↓↓↓
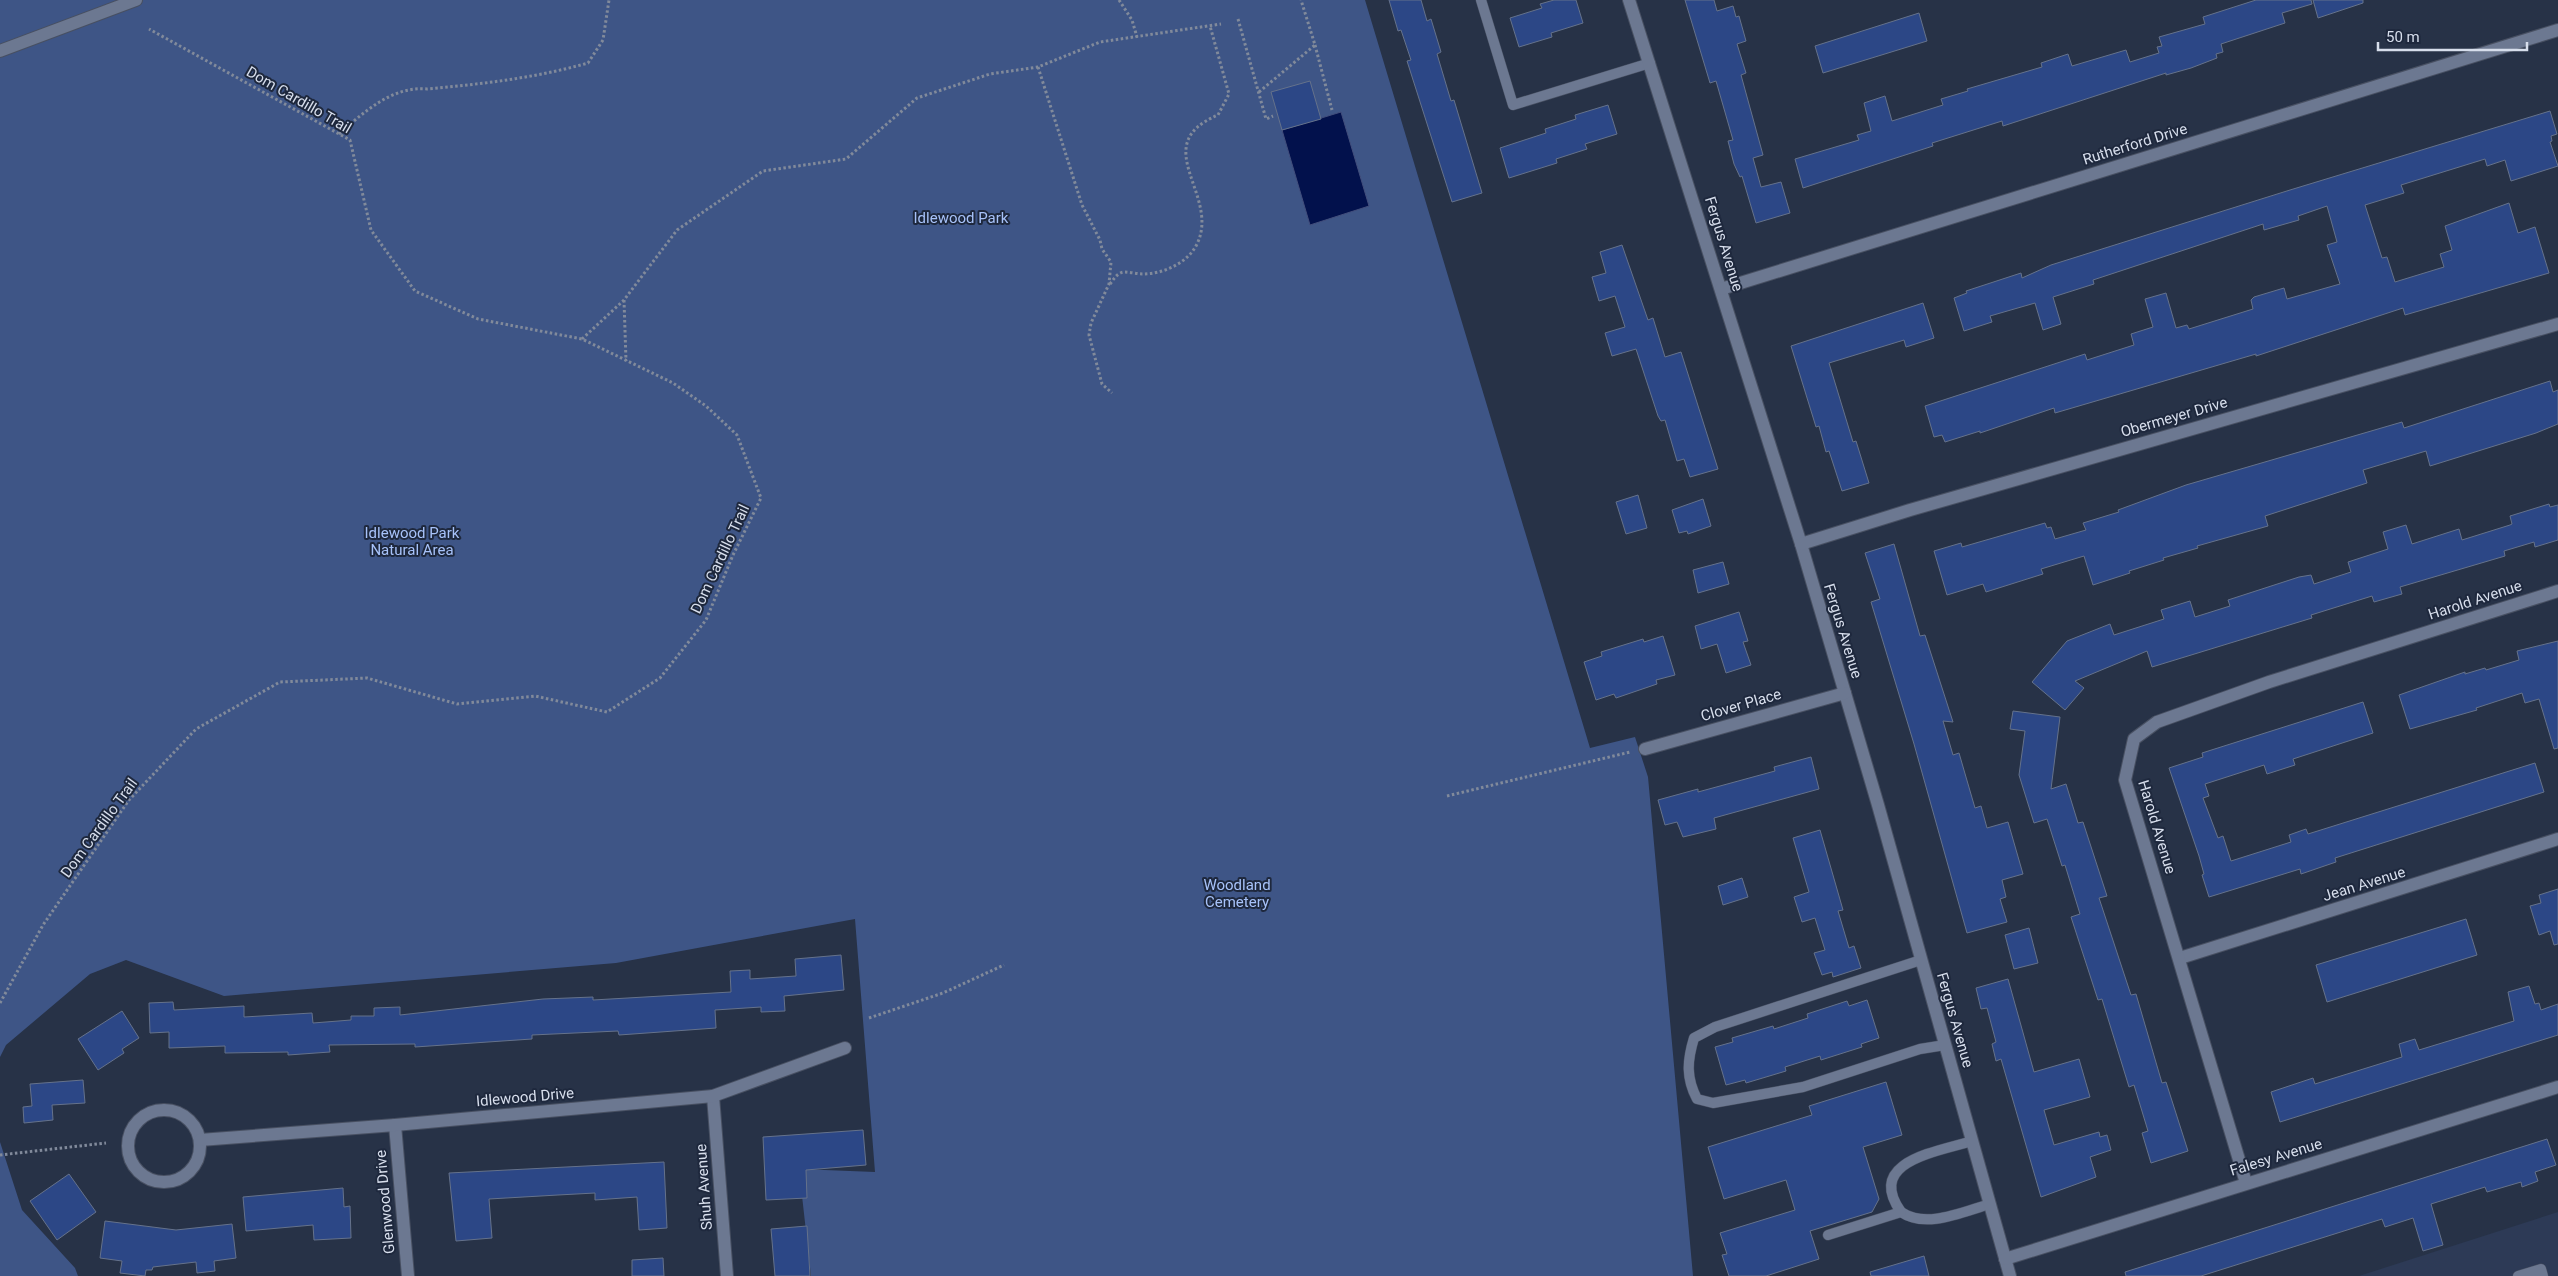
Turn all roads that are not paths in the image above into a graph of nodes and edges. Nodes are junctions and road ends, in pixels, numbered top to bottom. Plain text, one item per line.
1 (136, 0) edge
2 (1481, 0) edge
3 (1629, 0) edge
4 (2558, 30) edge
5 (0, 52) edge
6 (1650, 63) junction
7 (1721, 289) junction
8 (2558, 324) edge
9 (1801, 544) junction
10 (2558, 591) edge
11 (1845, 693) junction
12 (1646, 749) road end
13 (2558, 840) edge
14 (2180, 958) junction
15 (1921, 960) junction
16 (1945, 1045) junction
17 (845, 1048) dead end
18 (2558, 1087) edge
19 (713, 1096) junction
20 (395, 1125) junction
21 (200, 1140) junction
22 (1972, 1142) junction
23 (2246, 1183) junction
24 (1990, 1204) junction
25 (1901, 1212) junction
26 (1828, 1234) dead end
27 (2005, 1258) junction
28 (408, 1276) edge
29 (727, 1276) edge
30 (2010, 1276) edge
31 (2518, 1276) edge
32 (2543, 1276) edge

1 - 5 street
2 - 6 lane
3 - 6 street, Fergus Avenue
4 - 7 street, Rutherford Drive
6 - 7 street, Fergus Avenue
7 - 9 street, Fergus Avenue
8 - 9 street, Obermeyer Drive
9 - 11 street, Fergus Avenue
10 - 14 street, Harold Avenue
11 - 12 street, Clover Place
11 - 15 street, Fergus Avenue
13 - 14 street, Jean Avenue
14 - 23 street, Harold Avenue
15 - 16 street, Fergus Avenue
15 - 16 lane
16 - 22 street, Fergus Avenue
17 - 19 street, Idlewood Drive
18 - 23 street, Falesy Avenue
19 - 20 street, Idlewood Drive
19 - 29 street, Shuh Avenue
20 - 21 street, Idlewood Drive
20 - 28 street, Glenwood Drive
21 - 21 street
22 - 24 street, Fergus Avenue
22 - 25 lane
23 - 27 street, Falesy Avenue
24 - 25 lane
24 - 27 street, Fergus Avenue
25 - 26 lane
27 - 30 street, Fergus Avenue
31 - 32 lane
↑↑↑
» What the task requires: Print the data again, word for word, without any pictures.

» Written answer:
Turn all roads that are not paths in the image above into a graph of nodes and edges. Nodes are junctions and road ends, in pixels, numbered top to bottom. Plain text, one item per line.
1 (136, 0) edge
2 (1481, 0) edge
3 (1629, 0) edge
4 (2558, 30) edge
5 (0, 52) edge
6 (1650, 63) junction
7 (1721, 289) junction
8 (2558, 324) edge
9 (1801, 544) junction
10 (2558, 591) edge
11 (1845, 693) junction
12 (1646, 749) road end
13 (2558, 840) edge
14 (2180, 958) junction
15 (1921, 960) junction
16 (1945, 1045) junction
17 (845, 1048) dead end
18 (2558, 1087) edge
19 (713, 1096) junction
20 (395, 1125) junction
21 (200, 1140) junction
22 (1972, 1142) junction
23 (2246, 1183) junction
24 (1990, 1204) junction
25 (1901, 1212) junction
26 (1828, 1234) dead end
27 (2005, 1258) junction
28 (408, 1276) edge
29 (727, 1276) edge
30 (2010, 1276) edge
31 (2518, 1276) edge
32 (2543, 1276) edge

1 - 5 street
2 - 6 lane
3 - 6 street, Fergus Avenue
4 - 7 street, Rutherford Drive
6 - 7 street, Fergus Avenue
7 - 9 street, Fergus Avenue
8 - 9 street, Obermeyer Drive
9 - 11 street, Fergus Avenue
10 - 14 street, Harold Avenue
11 - 12 street, Clover Place
11 - 15 street, Fergus Avenue
13 - 14 street, Jean Avenue
14 - 23 street, Harold Avenue
15 - 16 street, Fergus Avenue
15 - 16 lane
16 - 22 street, Fergus Avenue
17 - 19 street, Idlewood Drive
18 - 23 street, Falesy Avenue
19 - 20 street, Idlewood Drive
19 - 29 street, Shuh Avenue
20 - 21 street, Idlewood Drive
20 - 28 street, Glenwood Drive
21 - 21 street
22 - 24 street, Fergus Avenue
22 - 25 lane
23 - 27 street, Falesy Avenue
24 - 25 lane
24 - 27 street, Fergus Avenue
25 - 26 lane
27 - 30 street, Fergus Avenue
31 - 32 lane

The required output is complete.